_WHAT YOU SHOULD DO_:
In the records below, tally every line containing "Carmen". Report only the total.

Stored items
........
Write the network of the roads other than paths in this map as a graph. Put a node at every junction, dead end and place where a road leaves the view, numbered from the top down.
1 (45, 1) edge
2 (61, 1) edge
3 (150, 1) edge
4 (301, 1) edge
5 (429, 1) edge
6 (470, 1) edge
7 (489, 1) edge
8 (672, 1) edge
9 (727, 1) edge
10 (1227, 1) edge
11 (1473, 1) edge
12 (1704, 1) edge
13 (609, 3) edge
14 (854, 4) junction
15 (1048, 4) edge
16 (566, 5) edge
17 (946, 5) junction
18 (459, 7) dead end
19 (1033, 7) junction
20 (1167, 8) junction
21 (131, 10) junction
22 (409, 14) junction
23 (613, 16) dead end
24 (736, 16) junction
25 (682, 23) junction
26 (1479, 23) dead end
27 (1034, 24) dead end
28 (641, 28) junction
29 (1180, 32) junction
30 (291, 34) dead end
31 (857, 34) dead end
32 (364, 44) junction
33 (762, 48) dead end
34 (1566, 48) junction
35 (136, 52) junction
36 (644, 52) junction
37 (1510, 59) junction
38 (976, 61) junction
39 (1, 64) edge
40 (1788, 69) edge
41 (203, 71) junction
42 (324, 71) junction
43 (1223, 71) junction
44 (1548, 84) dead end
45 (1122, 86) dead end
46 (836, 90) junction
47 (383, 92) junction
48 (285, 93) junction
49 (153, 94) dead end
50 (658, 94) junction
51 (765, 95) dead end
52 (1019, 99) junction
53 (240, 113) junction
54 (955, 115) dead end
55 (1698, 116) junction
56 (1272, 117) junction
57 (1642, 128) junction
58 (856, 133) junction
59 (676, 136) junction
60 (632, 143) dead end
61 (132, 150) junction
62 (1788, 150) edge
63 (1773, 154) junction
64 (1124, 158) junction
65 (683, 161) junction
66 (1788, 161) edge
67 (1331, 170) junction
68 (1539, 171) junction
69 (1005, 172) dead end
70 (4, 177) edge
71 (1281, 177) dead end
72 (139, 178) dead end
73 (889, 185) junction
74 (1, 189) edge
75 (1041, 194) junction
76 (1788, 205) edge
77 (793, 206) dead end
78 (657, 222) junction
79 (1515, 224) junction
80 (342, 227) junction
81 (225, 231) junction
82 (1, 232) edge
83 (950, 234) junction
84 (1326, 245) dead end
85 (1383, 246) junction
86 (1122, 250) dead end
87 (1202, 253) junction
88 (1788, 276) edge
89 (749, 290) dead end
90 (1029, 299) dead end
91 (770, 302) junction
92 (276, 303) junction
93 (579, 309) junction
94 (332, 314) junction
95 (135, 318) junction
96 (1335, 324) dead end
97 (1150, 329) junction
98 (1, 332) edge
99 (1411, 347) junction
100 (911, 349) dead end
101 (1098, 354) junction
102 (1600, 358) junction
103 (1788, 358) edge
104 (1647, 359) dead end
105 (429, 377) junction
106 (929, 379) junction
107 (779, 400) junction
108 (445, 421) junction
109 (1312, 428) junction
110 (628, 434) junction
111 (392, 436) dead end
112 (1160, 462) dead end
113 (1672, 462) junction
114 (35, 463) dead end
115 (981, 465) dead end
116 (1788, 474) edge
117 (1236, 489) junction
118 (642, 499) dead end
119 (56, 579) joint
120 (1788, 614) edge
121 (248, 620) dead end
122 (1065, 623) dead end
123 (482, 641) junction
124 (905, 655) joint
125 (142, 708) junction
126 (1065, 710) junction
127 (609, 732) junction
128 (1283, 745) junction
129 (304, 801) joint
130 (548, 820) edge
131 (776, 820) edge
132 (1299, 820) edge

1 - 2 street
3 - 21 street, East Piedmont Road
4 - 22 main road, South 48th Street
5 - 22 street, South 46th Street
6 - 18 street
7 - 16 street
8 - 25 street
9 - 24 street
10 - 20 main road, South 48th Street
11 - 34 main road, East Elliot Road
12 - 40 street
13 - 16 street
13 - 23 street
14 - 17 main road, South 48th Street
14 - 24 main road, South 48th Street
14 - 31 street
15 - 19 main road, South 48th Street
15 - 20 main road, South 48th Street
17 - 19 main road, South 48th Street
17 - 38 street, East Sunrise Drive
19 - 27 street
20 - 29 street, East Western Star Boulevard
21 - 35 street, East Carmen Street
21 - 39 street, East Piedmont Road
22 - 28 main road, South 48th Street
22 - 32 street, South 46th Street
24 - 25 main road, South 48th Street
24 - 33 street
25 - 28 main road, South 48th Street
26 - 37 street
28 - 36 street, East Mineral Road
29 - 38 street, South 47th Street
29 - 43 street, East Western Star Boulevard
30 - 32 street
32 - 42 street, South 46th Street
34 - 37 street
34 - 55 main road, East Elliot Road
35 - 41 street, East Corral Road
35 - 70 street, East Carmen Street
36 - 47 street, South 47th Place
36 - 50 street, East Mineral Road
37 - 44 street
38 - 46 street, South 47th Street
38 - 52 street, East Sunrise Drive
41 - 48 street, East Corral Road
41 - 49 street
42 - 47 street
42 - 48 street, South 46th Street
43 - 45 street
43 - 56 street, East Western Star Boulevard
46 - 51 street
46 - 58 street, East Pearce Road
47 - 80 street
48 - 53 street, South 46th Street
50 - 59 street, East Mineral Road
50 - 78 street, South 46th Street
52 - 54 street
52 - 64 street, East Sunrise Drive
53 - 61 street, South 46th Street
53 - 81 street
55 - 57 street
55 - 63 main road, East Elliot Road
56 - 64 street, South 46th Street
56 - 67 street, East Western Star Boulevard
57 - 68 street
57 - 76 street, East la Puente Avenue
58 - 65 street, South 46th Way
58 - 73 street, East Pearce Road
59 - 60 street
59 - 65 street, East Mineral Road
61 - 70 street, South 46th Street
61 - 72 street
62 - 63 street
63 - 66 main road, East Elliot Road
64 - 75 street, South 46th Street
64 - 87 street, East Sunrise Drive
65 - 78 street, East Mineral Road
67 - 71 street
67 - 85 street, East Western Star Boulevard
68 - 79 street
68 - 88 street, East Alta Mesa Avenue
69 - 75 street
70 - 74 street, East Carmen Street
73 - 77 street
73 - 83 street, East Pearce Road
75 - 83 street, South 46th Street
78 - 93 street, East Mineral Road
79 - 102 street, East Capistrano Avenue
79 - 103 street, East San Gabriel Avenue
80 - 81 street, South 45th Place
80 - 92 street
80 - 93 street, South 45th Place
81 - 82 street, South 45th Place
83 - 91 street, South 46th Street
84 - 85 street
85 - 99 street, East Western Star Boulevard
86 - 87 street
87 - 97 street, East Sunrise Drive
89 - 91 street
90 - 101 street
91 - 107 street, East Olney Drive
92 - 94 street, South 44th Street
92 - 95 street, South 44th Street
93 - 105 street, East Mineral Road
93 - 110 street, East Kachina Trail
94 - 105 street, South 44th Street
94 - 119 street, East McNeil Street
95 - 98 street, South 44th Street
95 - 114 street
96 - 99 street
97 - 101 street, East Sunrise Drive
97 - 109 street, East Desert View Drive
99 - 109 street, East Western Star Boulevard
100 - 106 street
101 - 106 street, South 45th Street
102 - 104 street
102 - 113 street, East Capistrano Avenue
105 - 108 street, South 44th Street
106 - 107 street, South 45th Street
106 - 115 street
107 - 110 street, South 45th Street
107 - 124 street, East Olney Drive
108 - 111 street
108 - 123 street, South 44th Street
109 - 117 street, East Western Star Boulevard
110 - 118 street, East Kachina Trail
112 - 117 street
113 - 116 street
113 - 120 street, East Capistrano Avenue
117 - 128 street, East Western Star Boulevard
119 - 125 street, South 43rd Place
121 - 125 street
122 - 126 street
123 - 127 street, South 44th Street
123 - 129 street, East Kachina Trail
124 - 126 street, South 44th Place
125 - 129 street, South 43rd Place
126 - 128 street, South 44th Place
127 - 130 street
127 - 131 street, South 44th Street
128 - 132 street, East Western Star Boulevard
........
_SOLUTION TO THE EXERCISE_:
3